BROOKSVILLE — Fifteen months ago, Mike Barbee told Hernando County commissioners he wanted to get started on his “Mud on the Barbee” entertainment venue north of Brooksville.
Barbee said he and his partners didn’t have time to wait months for permits; they wanted the commissioners’ permission to begin holding events a soon as possible.
The elected board rejected his request and said Barbee must abide by the permitting rules the same as everyone.
“No shortcuts,” Commissioner Nick Nicholson told him.
Last week the county issued Barbee four citations, asserting he failed to obtain needed permits and illegally started to build what looks like an entertainment stage on property off U.S. 98, north of Brooksville.
The citations maintain Barbee didn’t obtain a conditional-use permit for a mud bogging site; failed to get a land clearing permit; failed to secure a floodplain permit or receive approval for development in a floodplain; and didn’t get a permit for construction of a barn/stage/bandstand before beginning work.

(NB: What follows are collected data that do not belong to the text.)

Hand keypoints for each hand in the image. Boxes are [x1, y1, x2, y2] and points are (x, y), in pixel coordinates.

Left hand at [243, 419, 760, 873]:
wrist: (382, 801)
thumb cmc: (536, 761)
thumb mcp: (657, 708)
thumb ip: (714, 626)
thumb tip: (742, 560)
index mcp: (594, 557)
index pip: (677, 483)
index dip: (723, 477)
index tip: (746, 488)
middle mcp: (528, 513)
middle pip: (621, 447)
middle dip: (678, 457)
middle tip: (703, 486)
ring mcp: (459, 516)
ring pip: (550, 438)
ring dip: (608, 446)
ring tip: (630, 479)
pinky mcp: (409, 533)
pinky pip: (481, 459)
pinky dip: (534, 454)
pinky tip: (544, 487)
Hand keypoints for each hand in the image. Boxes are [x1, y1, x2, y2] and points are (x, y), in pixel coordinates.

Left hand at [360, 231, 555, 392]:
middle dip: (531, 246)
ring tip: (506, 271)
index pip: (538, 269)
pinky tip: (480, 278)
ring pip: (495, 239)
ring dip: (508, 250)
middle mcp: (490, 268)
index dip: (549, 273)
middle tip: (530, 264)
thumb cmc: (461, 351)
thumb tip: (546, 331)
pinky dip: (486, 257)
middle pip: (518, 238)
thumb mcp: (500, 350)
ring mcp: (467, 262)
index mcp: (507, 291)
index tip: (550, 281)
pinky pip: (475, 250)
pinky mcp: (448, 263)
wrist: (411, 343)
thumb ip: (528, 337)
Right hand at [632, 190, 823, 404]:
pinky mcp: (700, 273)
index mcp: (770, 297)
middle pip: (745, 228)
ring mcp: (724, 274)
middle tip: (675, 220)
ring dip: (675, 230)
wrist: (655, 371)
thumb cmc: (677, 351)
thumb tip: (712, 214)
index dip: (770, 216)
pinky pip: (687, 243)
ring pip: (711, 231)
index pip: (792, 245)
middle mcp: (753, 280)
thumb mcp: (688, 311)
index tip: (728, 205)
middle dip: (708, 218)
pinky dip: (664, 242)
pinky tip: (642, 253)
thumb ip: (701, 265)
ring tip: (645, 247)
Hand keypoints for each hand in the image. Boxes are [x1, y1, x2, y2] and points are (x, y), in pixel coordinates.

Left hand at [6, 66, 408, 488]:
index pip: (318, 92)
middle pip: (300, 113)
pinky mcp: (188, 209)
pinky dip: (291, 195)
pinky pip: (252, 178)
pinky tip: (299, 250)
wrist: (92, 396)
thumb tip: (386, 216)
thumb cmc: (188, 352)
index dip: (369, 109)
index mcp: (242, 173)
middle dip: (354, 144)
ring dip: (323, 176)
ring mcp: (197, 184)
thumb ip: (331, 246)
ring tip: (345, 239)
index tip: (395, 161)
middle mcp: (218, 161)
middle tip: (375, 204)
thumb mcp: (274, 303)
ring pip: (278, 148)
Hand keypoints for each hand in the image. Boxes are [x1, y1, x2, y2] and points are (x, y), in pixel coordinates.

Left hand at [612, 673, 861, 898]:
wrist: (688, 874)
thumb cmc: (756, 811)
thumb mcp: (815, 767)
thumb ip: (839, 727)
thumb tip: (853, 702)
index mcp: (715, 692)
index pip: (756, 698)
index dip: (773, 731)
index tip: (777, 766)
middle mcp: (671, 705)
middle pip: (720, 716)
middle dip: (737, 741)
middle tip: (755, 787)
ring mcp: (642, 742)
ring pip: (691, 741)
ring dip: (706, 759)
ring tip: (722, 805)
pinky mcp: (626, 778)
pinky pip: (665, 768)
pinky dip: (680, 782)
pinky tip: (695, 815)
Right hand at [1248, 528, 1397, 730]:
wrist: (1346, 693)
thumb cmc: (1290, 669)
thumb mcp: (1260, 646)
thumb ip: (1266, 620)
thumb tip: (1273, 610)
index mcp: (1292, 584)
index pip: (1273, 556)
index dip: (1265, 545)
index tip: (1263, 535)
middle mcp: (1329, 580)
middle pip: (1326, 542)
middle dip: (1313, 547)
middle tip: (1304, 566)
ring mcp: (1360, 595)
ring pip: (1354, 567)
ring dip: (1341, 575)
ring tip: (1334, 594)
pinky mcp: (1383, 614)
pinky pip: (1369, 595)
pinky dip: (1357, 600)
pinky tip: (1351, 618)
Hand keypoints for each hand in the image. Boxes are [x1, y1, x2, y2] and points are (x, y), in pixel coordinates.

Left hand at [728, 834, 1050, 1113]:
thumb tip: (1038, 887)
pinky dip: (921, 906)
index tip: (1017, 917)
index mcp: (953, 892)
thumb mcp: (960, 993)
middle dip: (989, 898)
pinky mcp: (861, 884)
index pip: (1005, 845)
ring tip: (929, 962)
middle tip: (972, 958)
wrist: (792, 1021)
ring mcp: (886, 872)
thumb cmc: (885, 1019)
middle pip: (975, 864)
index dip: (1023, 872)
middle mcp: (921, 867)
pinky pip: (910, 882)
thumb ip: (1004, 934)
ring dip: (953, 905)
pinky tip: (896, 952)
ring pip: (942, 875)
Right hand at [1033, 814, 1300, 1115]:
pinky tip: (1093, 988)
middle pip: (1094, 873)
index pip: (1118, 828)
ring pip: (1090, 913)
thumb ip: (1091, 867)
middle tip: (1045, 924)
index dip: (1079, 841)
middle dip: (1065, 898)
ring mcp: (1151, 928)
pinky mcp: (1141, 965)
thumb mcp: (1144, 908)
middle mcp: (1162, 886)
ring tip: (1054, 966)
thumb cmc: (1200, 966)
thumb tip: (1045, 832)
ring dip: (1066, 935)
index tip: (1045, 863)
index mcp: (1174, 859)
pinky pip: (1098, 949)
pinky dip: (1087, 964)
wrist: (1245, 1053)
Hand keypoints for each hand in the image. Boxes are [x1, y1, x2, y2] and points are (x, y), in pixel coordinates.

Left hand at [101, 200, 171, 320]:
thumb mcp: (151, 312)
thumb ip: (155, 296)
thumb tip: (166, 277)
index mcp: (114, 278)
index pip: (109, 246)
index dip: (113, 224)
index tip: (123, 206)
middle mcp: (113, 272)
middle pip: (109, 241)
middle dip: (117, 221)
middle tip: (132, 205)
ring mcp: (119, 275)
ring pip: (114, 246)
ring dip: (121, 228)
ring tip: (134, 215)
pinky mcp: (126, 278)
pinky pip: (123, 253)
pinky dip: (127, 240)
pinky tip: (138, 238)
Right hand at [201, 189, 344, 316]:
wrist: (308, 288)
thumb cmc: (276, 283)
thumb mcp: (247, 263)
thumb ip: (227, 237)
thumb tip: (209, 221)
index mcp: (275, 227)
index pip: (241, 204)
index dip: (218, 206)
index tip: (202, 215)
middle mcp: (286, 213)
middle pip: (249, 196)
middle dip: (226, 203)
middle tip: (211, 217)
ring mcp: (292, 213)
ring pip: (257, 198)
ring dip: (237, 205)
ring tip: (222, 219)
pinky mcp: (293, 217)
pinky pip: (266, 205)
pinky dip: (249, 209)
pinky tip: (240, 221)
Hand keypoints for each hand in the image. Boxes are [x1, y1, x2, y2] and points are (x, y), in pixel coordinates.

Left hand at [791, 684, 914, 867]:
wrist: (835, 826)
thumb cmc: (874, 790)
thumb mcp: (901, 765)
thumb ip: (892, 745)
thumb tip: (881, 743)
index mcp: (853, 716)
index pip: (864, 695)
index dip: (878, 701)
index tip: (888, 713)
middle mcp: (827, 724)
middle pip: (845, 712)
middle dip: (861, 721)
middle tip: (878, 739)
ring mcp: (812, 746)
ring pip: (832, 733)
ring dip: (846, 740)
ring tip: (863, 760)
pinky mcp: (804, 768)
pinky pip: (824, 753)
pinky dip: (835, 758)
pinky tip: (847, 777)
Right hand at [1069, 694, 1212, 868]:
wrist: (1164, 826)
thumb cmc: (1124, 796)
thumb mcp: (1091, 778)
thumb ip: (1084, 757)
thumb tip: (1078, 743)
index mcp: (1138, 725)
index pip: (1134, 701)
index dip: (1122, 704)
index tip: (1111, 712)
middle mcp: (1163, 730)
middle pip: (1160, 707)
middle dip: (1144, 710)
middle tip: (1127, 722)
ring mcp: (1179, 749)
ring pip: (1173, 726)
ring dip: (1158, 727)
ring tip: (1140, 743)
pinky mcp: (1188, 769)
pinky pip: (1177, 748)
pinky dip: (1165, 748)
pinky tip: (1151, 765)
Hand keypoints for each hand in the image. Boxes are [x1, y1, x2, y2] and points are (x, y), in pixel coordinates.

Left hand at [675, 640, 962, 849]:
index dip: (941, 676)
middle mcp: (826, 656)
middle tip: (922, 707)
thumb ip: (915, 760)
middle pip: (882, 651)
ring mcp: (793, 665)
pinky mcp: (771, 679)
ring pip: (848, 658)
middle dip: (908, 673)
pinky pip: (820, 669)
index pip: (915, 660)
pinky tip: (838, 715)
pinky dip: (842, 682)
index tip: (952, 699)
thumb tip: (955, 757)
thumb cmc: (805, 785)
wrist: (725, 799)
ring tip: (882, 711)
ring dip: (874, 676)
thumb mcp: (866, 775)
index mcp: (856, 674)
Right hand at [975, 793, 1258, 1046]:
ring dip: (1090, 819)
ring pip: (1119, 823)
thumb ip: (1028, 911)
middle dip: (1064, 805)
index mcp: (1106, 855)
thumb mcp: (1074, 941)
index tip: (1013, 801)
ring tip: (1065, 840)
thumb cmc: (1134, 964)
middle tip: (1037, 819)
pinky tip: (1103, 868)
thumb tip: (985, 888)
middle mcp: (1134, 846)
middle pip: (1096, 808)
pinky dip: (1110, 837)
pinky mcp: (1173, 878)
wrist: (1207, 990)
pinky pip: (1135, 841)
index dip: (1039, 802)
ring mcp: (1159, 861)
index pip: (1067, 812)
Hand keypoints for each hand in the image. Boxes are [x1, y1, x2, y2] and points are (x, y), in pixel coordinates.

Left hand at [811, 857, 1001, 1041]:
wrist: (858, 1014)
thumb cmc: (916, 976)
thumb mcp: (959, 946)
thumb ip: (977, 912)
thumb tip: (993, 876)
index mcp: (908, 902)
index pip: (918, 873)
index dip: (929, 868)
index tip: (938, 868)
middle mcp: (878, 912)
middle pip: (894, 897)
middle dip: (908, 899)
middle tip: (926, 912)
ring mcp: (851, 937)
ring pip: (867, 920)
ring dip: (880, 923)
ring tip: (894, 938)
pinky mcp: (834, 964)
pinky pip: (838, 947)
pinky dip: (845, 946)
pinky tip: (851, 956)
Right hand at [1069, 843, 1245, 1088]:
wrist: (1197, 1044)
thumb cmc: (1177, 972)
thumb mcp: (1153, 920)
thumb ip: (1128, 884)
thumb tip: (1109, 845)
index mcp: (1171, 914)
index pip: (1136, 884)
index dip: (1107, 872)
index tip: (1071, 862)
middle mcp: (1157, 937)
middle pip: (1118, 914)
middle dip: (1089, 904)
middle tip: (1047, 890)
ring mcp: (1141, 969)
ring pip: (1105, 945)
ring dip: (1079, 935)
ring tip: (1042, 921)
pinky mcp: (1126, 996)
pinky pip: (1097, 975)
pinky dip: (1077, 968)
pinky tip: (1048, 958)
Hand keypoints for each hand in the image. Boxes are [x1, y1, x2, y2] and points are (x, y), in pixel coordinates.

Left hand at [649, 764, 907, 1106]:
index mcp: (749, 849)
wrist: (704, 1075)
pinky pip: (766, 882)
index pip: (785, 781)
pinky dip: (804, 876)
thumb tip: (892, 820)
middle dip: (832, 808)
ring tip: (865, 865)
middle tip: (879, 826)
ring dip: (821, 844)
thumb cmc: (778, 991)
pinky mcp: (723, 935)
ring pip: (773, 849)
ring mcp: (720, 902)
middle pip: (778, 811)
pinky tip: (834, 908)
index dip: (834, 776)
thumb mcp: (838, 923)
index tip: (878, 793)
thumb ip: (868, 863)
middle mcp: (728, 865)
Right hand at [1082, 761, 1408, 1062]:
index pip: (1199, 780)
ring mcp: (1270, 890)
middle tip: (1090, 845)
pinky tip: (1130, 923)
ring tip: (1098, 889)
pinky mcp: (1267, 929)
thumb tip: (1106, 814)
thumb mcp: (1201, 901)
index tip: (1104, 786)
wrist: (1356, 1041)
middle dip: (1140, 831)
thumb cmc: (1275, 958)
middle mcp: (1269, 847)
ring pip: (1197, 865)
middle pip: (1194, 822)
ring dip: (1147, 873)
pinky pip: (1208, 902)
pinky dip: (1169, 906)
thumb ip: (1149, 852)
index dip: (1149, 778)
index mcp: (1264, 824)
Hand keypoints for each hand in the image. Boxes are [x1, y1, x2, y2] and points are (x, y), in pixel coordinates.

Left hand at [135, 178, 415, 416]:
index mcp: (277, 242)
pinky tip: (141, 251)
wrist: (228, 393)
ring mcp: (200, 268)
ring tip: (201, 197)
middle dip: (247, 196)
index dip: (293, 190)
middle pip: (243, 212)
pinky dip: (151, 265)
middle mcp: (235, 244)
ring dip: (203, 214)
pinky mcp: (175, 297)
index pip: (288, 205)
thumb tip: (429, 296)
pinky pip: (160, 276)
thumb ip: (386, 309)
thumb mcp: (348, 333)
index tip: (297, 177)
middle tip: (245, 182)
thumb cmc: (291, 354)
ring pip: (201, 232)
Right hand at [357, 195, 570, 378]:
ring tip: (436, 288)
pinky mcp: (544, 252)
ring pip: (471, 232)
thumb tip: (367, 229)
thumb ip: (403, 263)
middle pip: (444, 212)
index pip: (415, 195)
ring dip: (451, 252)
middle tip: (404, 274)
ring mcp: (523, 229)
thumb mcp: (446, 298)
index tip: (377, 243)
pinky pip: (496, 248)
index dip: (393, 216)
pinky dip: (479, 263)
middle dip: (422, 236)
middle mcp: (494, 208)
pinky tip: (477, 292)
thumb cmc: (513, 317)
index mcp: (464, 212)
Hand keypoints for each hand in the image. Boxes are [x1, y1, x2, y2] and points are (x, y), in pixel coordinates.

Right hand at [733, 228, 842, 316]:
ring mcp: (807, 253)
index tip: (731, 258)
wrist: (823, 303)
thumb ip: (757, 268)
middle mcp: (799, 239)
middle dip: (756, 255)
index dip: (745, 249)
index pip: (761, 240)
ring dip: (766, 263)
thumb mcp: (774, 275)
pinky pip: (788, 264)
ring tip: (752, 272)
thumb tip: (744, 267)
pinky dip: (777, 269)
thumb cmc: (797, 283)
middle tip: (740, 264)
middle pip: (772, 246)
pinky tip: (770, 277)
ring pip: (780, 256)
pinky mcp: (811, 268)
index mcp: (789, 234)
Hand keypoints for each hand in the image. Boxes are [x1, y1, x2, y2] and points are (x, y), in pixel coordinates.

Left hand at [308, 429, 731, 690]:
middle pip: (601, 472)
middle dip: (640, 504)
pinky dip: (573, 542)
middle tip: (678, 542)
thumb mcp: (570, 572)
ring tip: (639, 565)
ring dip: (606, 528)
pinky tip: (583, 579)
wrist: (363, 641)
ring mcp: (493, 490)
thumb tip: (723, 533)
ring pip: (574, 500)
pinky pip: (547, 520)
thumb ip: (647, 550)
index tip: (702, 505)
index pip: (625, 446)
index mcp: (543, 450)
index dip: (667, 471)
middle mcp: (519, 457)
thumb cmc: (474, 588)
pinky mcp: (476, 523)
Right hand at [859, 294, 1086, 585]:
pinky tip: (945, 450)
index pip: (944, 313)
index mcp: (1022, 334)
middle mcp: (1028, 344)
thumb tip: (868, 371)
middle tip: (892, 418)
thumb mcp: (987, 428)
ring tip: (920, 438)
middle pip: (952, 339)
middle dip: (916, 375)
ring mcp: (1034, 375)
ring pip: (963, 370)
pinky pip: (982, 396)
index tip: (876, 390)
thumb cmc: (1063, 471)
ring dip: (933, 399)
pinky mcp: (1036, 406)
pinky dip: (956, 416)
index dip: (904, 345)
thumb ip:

Three of the four citations will go before a special master at a hearing slated for June 26, and any fines would be determined at that time, said Virginia Singer, the county’s public information manager.
Barbee defended the process he is going through and said he was not trying to shortcut the system.
“We’re not trying to hurt anybody,” Barbee said. “We’re trying to help the community by trying to bring something that everyone will enjoy.”
Barbee declined to go into much detail but said he is trying to following the county’s rules. “We’ve done nothing wrong,” he said.
Meanwhile, Thomas Malouf, a partner of Barbee’s and the owner of the property proposed for development, has applied for a conditional-use permit and county staffers are reviewing that request.
Building official James Friedrichs, in a letter to Malouf, stated the county-granted permit exemption issued in April was for a 40-by-40-foot pole barn on the site.
“The building division and zoning division have received evidence showing that falsified documents were submitted to obtain the exemption and that the structure being built is a stage, not a pole barn,” said Friedrichs, who placed a stop work order on the site until proper permits are obtained.
Barbee said the structure being built on the Malouf property is the beginning stages of a pole barn.
Building Department field investigator Vic Heisler said it is imperative that properties comply with the Florida Building Code.
“If they want to keep the structure that’s up there, they will have to obtain the proper building permits or remove the structure,” Heisler said.
When he pitched the project to the county, Barbee said the mud-bogging venue could serve as the basis for a new reality show. He said he would serve as executive producer and CEO of the show, that he envisioned as “a bunch of rednecks playing in the mud” on the site.